Je viens d’écouter une conférence sur Hans-Hermann Hoppe, économiste allemand issu de l’école autrichienne et figure centrale du mouvement libertarien, dont Elon Musk et plusieurs milliardaires américains revendiquent aujourd’hui l’inspiration intellectuelle. Chez eux, Hoppe est presque un prophète : celui qui a mis des mots sur la conviction que l’État entrave la créativité, que la régulation tue l’innovation et que le marché, laissé à lui-même, est l’ordre naturel des choses. Dans cette vision, la démocratie n’est pas le sommet de la civilisation, mais son lent déclin.
Selon Hoppe, un roi pense à long terme parce qu’il possède le royaume et veut le transmettre intact ; un élu, lui, n’a qu’un bail à durée déterminée sur le pouvoir et en profite pour exploiter ce qu’il peut avant de le rendre. La démocratie, dit-il, transforme l’État en bien collectif dont chacun tire sa part, comme un champ pillé par des locataires pressés. De là naissent la dette, le court-termisme, la redistribution, la perte de la responsabilité individuelle et la décadence morale. Le seul ordre viable serait celui fondé sur la propriété privée, les contrats volontaires et la hiérarchie naturelle issue du mérite. L’État-providence serait donc, dans sa logique, une machine à infantiliser, et la démocratie, une entreprise de spoliation organisée.
J’ai écouté cette démonstration avec un mélange d’admiration et de malaise. Il faut reconnaître à Hoppe une rigueur implacable : il pousse jusqu’au bout la logique du libéralisme classique. Tout s’enchaîne, tout se tient, tout se justifie — et c’est précisément cela qui fait peur. Car derrière cette architecture théorique parfaite, il y a un monde sans faibles, sans fragiles, sans perdus. Un univers où la valeur d’un être se mesure à sa capacité d’autonomie, où la dépendance est une faute et la solidarité un vice.
Ce qu’il appelle responsabilité n’est pas vertu, mais calcul. Ce qu’il nomme ordre naturel n’est qu’un marché total. On sent derrière cette pensée la froideur de la raison économique lorsqu’elle prétend gouverner l’homme. Ce qu’elle oublie, c’est que l’humanité n’est pas seulement une mécanique d’incitations et de sanctions, mais une alchimie de chair, de hasard, de mémoire et d’amour.
Hoppe croit que la civilisation se détruit quand elle protège les faibles. Je crois au contraire qu’elle meurt quand elle cesse de le faire. Une société n’est pas civilisée parce qu’elle accumule du capital, mais parce qu’elle accepte de porter le poids de sa propre fragilité.

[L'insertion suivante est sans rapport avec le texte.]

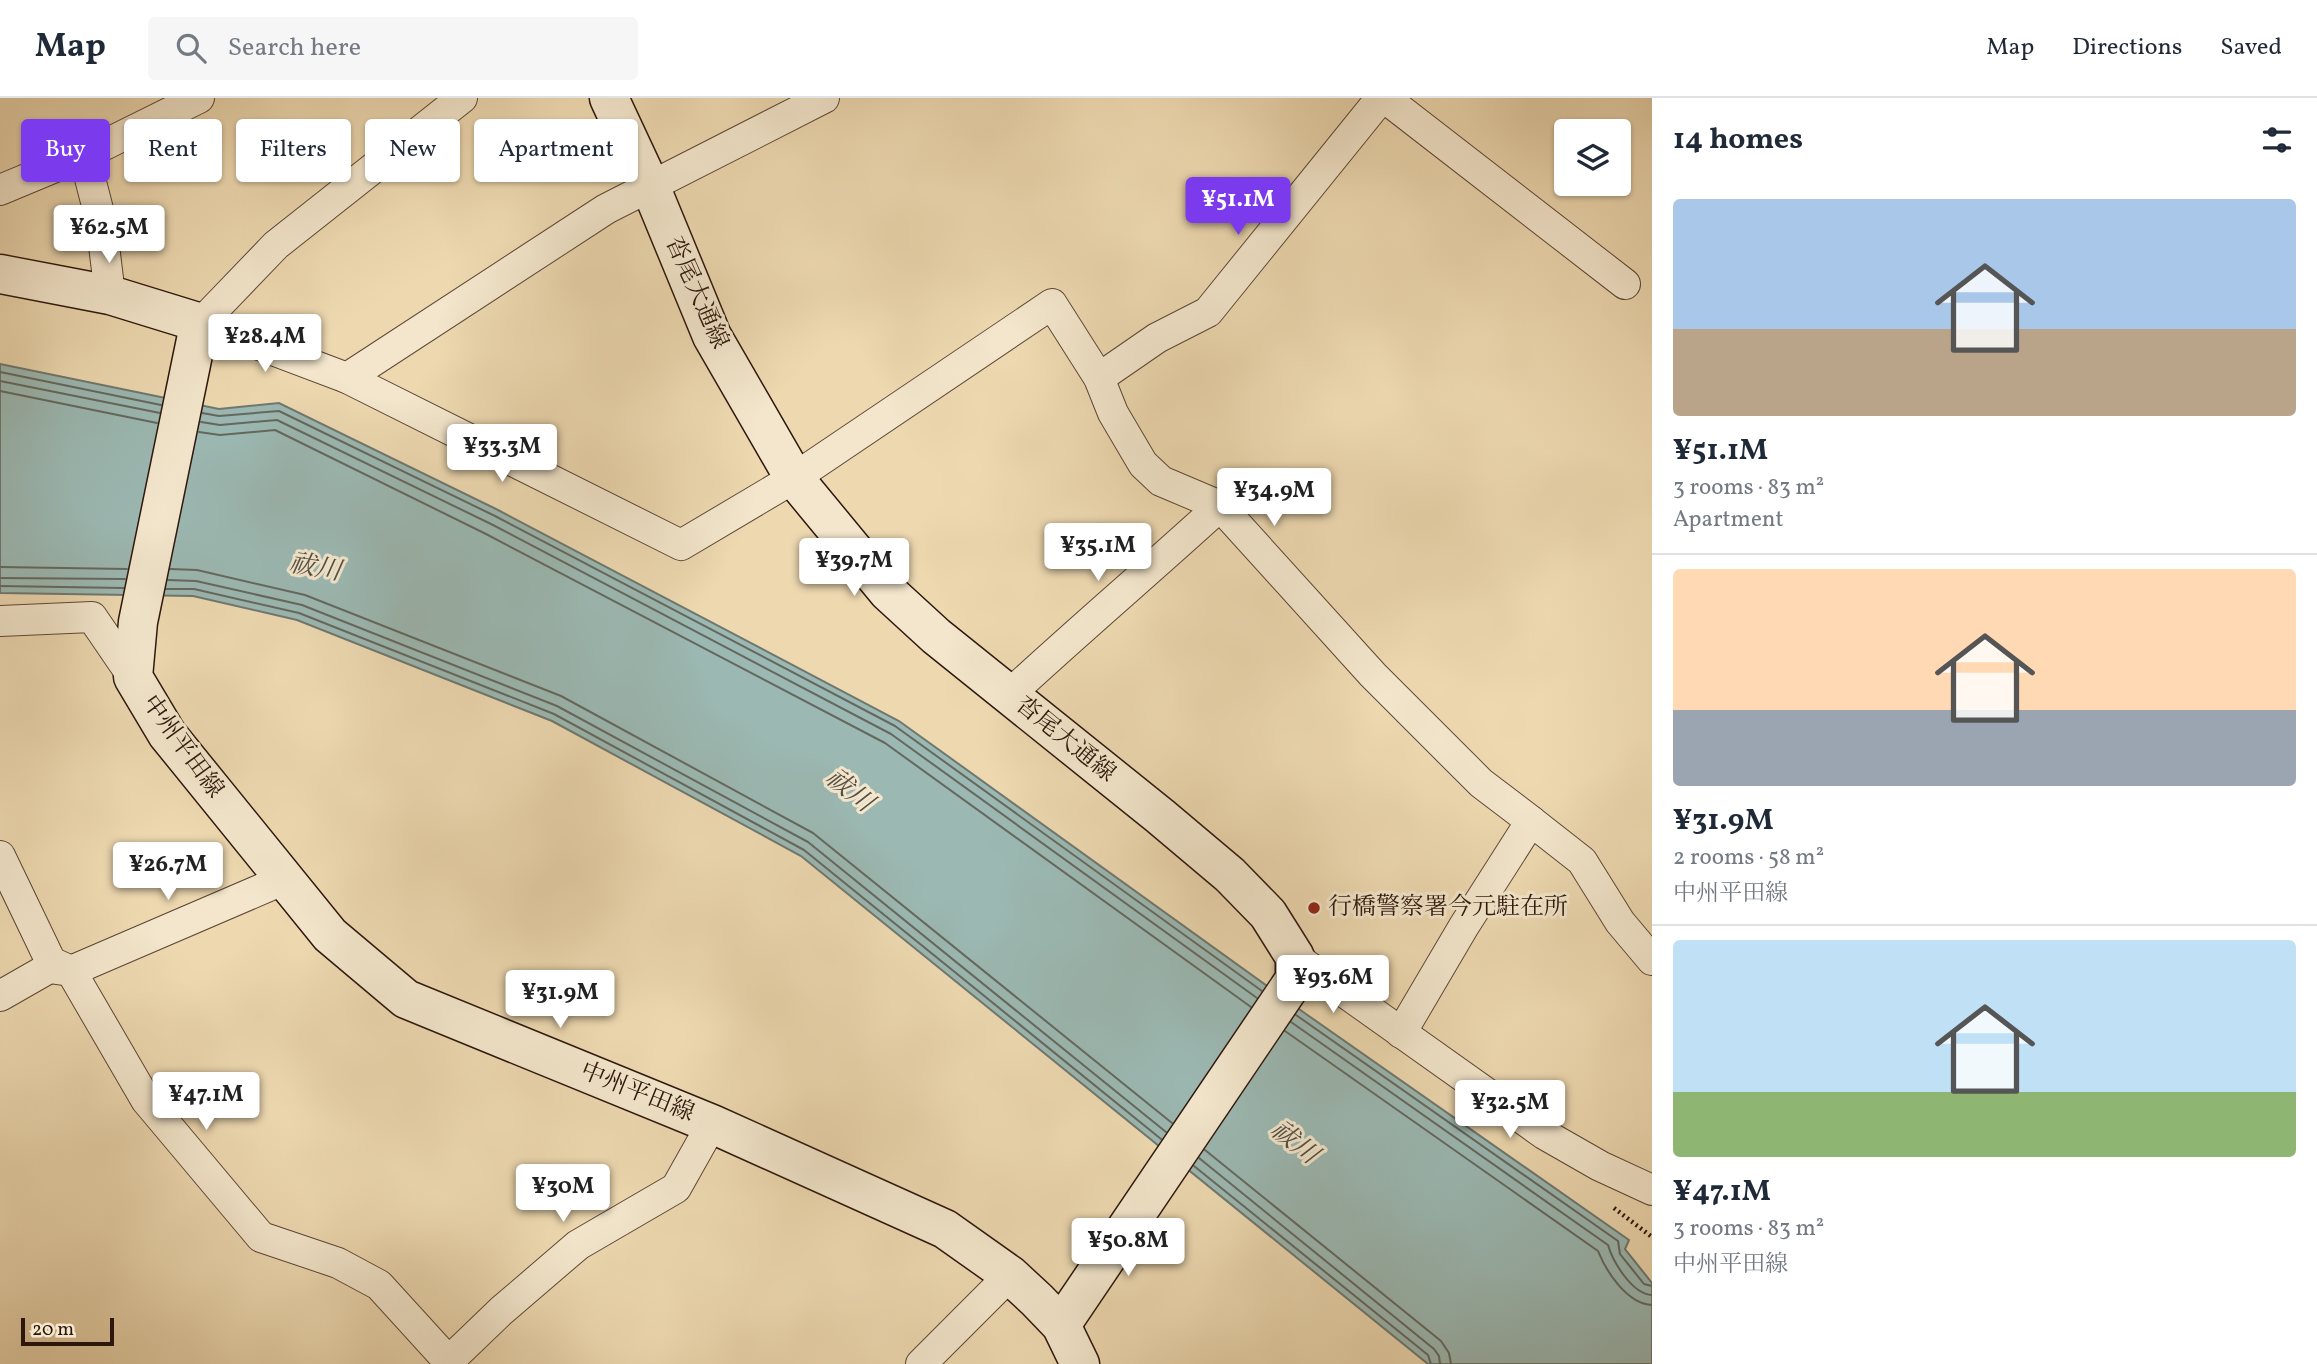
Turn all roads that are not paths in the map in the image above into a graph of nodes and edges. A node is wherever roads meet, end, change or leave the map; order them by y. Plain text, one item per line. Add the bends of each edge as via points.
1 (199, 98) edge
2 (462, 98) edge
3 (609, 98) edge
4 (824, 98) edge
5 (1383, 98) edge
6 (110, 142) edge
7 (21, 181) edge
8 (91, 182) edge
9 (651, 188) junction
10 (0, 190) edge
11 (0, 274) edge
12 (1625, 285) dead end
13 (110, 295) junction
14 (199, 329) junction
15 (347, 378) junction
16 (1098, 378) junction
17 (794, 478) junction
18 (1220, 506) junction
19 (0, 621) edge
20 (133, 677) junction
21 (1009, 695) junction
22 (1531, 821) junction
23 (0, 856) edge
24 (285, 880) junction
25 (1652, 960) edge
26 (1295, 968) junction
27 (71, 971) junction
28 (0, 996) edge
29 (1401, 1033) junction
30 (712, 1124) junction
31 (1652, 1190) edge
32 (1010, 1275) junction
33 (1061, 1325) junction
34 (450, 1362) edge
35 (920, 1364) edge
36 (1080, 1364) edge

1 - 6 street
2 - 14 street via 276,245
3 - 9 main road, 沓尾大通線
4 - 9 street
5 - 12 street
5 - 16 street via 1208,312 1157,338
7 - 10 street
8 - 13 street
9 - 15 street via 606,209
9 - 17 main road, 沓尾大通線 via 712,336
11 - 13 main road
13 - 14 main road
14 - 15 street
14 - 20 main road, 中州平田線 via 138,622
15 - 17 street via 681,545
16 - 17 street via 1052,304
16 - 18 street via 1143,464 1161,481
17 - 21 main road, 沓尾大通線 via 888,592
18 - 21 street
18 - 22 street via 1373,675 1481,783
19 - 20 street via 92,617
20 - 24 main road, 中州平田線 via 167,734
21 - 26 main road, 沓尾大通線 via 1230,875 1268,914
22 - 25 street via 1582,861 1620,922
22 - 29 street
23 - 27 street via 51,962
24 - 27 street
24 - 30 main road, 中州平田線 via 330,935 406,999
26 - 29 street
26 - 33 main road
27 - 28 street via 49,968
27 - 34 street via 146,1100 261,1237 338,1263 379,1285
29 - 31 street via 1544,1134
30 - 32 main road, 中州平田線 via 945,1229
30 - 34 street via 676,1188 578,1245
32 - 33 main road, 中州平田線
32 - 35 street
33 - 36 main road

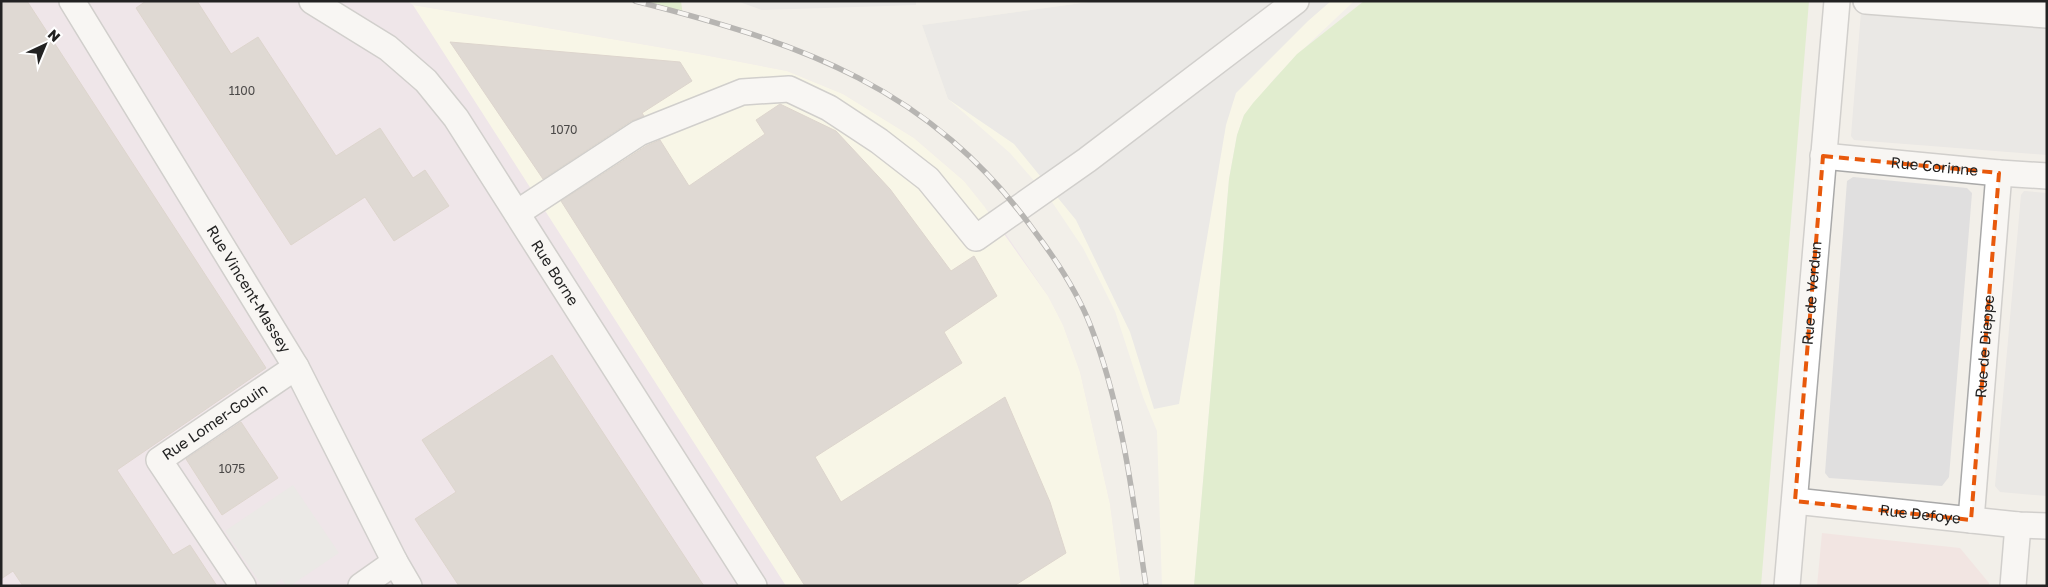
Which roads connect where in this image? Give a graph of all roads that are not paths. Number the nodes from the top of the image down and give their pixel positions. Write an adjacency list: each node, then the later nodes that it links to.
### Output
1 (72, 1): 11 (street, Rue Vincent-Massey)
2 (312, 1): 10 (street, Rue Borne)
3 (1296, 1): 10 (street)
4 (1837, 1): 7 (street, Rue de Verdun)
5 (1866, 1): 6 (street)
6 (2047, 15)
7 (1823, 156): 8 (street, Rue Corinne); 12 (street, Rue de Verdun)
8 (1999, 174): 9 (street, Rue Corinne); 13 (street, Rue de Dieppe)
9 (2047, 176)
10 (517, 213): 20 (street, Rue Borne)
11 (296, 368): 16 (street, Rue Vincent-Massey); 17 (street, Rue Lomer-Gouin)
12 (1795, 501): 13 (street, Rue Defoye); 21 (street, Rue de Verdun)
13 (1971, 520): 14 (street, Rue Defoye)
14 (2018, 525): 15 (street, Rue Defoye); 22 (street)
15 (2047, 526)
16 (395, 562): 18 (street); 19 (street, Rue Vincent-Massey)
17 (243, 586)
18 (361, 586)
19 (409, 586)
20 (754, 586)
21 (1787, 586)
22 (2013, 586)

La grandeur d’un peuple ne se mesure pas à son taux d’épargne, mais à sa capacité d’attention.
En écoutant Hoppe, j’ai compris qu’il incarne ce qu’il dénonce : une modernité dévitalisée, rationnelle jusqu’à l’inhumain, fascinée par la pureté du système. Il veut sauver la civilisation par la propriété ; elle ne se sauvera que par la générosité, la lenteur et le sens du lien. Gouverner ne devrait pas consister à posséder, mais à transmettre. Et transmettre, c’est toujours aimer un peu ceux qui ne sont pas encore là.